US-based Synapse Biomedical has completed patient enrolment in its post-approval trial of its NeuRx Diaphragm Pacing System (DPS) system for the treatment of amyotrophic lateral sclerosis (ALS).
The system is a four-channel, battery powered neurostimulator with implanted electrodes and it provides electrical stimulation to the muscle and nerves of the diaphragm.
NeuRx DPS is the only medical device approved by the US Food and Drug Administration (FDA) specifically for ALS patients.
This humanitarian device secured approval at the end of 2011 with the demonstration of safety and probable benefit.
The post-approval study, validating the safety, is also intended to help identify the patient population that may benefit most from this therapy.
Synapse Biomedical president and chief executive officer Anthony Ignagni said: "When we see the impact that this device can have for individual patients, we know that providing this supporting therapy is meaningful for ALS patients.
"Our FDA approval demonstrated the safety of the device and provided evidence of improvements in survival and sleep for these patients.
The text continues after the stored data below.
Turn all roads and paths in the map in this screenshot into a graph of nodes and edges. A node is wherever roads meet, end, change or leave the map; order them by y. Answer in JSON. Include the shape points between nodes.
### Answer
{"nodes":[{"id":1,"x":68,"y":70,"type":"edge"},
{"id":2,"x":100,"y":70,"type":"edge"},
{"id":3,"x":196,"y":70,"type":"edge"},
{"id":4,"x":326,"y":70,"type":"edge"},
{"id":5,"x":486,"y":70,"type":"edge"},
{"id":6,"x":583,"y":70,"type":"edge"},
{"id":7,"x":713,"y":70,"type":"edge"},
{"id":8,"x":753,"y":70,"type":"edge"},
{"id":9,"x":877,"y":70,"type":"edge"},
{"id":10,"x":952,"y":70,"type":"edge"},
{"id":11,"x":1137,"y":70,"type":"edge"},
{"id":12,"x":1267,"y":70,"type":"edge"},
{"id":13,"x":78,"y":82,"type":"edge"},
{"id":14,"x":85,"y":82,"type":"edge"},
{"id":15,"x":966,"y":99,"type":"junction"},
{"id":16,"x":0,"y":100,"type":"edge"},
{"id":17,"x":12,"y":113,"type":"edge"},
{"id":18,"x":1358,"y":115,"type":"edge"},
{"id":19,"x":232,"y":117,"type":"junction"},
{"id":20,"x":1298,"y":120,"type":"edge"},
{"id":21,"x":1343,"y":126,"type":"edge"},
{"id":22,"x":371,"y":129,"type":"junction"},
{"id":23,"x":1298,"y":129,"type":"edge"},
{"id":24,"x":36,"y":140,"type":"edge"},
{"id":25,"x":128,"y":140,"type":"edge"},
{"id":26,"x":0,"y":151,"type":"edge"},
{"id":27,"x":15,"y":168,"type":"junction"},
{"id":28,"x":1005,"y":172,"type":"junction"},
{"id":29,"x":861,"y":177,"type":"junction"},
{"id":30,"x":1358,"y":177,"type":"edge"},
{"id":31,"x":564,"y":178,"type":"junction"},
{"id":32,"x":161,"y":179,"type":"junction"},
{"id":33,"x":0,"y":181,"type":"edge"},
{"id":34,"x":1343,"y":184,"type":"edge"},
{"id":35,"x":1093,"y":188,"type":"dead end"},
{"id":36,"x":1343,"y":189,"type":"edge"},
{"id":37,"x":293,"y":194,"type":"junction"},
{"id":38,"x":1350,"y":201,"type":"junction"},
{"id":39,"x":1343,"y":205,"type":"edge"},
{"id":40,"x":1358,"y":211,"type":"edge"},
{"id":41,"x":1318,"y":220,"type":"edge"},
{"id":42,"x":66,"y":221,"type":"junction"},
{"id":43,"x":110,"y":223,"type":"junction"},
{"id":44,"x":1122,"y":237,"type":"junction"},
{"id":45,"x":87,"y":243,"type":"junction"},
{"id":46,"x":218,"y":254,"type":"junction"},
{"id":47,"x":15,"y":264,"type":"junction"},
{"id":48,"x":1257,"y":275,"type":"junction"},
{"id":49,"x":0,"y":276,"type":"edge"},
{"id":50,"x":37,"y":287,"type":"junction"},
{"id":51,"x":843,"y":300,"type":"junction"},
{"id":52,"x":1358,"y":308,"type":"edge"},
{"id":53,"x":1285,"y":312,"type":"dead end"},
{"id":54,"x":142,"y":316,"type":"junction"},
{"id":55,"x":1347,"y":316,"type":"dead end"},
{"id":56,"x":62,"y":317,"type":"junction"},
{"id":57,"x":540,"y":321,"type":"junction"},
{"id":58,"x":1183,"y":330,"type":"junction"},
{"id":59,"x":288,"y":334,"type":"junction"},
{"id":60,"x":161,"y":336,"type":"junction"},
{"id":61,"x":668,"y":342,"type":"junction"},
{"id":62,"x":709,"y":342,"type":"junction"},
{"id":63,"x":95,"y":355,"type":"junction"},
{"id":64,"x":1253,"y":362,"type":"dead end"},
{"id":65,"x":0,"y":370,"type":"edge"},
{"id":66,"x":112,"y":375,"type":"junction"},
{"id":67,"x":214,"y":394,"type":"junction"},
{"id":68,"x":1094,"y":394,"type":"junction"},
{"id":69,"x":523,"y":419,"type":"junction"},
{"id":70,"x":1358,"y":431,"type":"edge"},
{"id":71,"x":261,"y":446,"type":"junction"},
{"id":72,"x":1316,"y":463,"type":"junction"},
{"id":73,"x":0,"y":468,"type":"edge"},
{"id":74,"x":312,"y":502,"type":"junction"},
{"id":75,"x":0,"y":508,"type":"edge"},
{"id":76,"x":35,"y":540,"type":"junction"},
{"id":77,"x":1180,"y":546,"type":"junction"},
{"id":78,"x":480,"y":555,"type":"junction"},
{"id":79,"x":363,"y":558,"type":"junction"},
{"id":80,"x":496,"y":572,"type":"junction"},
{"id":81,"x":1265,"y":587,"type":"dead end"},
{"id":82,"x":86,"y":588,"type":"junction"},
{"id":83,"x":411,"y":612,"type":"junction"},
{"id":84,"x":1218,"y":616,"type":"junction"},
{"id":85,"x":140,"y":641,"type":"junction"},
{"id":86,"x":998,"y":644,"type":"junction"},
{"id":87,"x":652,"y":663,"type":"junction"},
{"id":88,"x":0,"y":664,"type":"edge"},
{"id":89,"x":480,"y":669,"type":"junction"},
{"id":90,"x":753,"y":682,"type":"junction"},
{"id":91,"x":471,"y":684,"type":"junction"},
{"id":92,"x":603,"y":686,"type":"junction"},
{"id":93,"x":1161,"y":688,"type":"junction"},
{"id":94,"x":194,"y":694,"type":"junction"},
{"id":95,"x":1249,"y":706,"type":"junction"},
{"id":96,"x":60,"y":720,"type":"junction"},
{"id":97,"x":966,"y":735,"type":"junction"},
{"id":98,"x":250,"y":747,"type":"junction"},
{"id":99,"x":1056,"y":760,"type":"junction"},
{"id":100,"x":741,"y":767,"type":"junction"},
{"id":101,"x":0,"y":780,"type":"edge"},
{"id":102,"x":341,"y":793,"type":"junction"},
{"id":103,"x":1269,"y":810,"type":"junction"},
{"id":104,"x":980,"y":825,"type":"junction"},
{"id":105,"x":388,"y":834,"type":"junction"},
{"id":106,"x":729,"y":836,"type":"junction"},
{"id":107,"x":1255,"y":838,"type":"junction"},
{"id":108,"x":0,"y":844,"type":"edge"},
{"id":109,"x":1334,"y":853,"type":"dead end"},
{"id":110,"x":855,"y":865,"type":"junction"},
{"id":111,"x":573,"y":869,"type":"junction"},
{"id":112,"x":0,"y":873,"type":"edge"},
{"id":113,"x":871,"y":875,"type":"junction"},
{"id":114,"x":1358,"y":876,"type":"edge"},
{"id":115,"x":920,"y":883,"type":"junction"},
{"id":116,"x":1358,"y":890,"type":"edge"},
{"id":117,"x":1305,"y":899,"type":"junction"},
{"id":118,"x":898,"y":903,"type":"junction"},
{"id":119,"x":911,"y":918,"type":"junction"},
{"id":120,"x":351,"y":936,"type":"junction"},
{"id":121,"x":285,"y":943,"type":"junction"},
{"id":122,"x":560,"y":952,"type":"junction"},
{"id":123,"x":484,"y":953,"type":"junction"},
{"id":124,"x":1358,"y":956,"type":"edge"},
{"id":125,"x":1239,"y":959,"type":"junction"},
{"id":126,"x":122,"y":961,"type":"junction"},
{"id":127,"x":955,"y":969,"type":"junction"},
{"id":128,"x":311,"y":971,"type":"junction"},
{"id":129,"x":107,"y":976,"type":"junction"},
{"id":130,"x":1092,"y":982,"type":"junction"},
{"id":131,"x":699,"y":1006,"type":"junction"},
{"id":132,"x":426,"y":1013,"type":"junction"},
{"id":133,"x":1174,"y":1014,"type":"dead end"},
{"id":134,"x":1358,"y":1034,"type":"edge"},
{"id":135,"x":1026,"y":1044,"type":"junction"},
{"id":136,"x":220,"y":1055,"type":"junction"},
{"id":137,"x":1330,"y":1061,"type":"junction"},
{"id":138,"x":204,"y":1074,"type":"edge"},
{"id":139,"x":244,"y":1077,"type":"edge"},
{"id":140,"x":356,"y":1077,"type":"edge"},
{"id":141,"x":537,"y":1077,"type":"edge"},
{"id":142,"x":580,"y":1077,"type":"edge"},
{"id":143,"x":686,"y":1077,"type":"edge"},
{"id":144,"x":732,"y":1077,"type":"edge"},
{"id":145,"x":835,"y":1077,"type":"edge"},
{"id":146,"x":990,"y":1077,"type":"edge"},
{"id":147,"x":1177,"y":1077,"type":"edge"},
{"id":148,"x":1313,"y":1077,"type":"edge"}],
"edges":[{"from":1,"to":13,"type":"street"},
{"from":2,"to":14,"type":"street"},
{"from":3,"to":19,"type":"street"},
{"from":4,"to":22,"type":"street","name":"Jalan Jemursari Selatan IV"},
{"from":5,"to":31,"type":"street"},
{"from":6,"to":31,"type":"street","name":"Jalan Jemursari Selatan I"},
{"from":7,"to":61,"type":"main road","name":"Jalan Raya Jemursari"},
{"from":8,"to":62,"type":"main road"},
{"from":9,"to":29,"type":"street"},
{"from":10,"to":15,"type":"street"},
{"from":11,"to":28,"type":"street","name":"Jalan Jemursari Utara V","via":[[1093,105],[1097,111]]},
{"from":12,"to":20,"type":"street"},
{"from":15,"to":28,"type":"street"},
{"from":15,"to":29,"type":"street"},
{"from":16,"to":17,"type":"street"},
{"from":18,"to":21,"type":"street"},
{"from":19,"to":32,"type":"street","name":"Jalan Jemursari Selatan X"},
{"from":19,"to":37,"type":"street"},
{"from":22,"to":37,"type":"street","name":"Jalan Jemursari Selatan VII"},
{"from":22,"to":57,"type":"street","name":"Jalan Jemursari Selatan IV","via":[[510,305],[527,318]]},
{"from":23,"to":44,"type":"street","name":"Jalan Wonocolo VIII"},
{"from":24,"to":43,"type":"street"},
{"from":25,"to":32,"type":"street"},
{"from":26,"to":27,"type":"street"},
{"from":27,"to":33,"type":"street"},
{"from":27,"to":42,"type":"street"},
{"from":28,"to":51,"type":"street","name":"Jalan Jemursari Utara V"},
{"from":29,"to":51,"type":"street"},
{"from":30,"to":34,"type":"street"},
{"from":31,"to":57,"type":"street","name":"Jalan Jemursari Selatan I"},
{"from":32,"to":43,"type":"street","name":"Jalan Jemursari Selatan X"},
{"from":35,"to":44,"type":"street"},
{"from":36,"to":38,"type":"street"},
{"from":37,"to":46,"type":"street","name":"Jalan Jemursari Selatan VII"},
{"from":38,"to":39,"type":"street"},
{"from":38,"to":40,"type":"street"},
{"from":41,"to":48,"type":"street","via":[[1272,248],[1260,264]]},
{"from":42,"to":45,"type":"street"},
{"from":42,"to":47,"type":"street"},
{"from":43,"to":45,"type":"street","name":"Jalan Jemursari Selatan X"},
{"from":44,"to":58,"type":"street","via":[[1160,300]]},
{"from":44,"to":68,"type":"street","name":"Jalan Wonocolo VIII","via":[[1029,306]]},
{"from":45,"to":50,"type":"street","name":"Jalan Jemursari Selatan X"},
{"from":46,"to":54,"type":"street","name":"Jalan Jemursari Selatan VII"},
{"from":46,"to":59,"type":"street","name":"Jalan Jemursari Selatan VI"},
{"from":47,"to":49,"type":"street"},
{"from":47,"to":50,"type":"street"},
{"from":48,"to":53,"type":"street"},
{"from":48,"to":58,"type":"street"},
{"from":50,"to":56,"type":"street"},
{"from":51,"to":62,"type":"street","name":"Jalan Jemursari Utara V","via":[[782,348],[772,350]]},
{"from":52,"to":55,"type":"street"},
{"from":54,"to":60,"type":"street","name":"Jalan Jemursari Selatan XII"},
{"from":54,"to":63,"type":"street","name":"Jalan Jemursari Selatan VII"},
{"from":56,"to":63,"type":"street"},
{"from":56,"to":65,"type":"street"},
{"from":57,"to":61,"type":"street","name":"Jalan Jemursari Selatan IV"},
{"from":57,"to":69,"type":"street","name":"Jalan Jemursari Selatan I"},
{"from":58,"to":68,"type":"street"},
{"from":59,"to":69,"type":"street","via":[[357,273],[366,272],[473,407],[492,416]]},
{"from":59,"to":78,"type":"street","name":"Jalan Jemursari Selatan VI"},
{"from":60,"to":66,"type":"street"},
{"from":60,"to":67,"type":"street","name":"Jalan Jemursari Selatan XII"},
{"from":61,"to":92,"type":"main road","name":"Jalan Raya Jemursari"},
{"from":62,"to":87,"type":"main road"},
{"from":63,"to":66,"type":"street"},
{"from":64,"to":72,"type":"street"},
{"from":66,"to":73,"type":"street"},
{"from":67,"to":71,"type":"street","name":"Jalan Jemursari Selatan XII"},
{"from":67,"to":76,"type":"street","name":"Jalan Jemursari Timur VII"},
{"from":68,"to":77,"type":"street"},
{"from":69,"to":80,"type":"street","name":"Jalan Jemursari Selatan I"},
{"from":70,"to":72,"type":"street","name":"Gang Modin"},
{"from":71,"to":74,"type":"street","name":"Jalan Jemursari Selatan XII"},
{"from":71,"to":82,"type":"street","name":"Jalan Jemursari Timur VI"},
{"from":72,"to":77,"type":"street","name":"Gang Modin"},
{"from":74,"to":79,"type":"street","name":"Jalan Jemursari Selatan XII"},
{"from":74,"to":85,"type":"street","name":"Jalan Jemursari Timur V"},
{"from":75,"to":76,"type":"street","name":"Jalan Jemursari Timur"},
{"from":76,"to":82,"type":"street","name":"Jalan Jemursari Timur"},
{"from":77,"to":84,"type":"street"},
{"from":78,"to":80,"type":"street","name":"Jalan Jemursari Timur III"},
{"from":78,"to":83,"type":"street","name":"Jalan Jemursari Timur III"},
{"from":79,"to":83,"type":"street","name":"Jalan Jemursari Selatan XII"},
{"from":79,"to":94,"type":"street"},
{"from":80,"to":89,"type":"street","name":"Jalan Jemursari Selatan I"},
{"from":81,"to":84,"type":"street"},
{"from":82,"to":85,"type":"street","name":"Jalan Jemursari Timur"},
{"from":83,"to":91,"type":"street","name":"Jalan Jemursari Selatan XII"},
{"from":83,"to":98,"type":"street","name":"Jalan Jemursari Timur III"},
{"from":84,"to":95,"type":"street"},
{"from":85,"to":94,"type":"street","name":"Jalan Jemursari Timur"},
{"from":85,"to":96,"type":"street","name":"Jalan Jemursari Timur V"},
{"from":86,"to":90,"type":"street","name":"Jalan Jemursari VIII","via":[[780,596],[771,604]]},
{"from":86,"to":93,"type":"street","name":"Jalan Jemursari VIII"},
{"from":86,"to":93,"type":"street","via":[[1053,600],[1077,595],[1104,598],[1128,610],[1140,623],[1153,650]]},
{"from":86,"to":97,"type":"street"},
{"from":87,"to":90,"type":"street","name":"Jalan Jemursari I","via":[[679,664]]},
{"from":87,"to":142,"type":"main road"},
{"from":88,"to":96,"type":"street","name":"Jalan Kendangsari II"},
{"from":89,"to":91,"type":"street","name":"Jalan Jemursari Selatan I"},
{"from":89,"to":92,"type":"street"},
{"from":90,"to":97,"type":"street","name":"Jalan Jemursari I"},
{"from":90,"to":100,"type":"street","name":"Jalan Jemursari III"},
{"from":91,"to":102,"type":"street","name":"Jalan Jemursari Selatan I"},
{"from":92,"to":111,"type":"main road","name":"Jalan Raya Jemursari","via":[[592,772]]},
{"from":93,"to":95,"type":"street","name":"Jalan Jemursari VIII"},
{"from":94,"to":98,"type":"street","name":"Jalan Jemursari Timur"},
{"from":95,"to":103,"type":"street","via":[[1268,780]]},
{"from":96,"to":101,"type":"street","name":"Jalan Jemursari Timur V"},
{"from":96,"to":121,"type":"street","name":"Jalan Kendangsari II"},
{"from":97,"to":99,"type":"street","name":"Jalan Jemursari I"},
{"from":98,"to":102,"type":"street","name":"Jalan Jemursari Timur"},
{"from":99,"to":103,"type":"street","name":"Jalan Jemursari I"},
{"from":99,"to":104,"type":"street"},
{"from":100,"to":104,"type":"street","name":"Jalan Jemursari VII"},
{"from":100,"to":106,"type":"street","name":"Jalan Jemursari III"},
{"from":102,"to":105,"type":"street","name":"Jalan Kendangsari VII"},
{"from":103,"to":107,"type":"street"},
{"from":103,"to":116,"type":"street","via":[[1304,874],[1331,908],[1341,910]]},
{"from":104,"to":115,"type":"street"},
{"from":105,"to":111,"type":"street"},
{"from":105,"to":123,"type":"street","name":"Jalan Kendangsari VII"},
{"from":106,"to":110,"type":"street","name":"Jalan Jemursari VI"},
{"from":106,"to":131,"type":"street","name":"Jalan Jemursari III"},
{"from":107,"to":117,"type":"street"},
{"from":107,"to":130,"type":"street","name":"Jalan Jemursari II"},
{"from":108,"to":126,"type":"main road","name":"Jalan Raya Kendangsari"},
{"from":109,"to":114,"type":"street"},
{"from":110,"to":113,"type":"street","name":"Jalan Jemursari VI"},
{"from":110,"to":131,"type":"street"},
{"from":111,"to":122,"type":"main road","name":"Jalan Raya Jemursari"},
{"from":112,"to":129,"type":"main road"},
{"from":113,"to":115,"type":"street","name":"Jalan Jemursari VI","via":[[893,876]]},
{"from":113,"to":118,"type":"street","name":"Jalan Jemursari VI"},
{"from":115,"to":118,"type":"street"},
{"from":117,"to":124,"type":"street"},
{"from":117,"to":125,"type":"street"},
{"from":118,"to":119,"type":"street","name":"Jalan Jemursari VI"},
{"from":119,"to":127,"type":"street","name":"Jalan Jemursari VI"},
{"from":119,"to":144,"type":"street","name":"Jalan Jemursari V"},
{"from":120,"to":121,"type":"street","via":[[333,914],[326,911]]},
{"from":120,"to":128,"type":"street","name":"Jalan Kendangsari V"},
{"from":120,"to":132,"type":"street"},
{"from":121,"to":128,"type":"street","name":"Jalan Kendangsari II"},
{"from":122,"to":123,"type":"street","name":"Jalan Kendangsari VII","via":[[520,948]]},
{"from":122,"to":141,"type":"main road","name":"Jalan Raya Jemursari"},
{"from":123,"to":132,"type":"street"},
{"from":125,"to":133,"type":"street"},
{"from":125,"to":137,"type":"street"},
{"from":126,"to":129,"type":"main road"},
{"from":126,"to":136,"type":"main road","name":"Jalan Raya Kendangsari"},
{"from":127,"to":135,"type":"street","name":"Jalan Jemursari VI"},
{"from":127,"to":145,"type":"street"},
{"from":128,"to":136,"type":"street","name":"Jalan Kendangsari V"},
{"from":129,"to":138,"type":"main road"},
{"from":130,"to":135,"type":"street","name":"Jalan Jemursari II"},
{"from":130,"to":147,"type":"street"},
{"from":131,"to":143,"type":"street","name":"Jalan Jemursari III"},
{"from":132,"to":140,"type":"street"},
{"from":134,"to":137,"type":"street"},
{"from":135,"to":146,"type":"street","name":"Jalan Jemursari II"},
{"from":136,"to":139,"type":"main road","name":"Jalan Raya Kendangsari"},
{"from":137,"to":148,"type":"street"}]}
"It is our mission to make the NeuRx DPS available for the people with this devastating disease and to continue to advance the knowledge base of how and who to best use it in."
The NeuRx technology was originated at Case Western Reserve University and University Hospitals Case Medical Center (UHCMC) for spinal cord injured patients and further it was developed by Synapse for ALS patients.
UHCMC chair of Surgical Innovation and Synapse Biomedical co-founder Raymond Onders said: "DPS has a proven safe role in maintaining respiration in ALS patients with one of our initial pilot patients using DPS for six years without the need for invasive ventilation."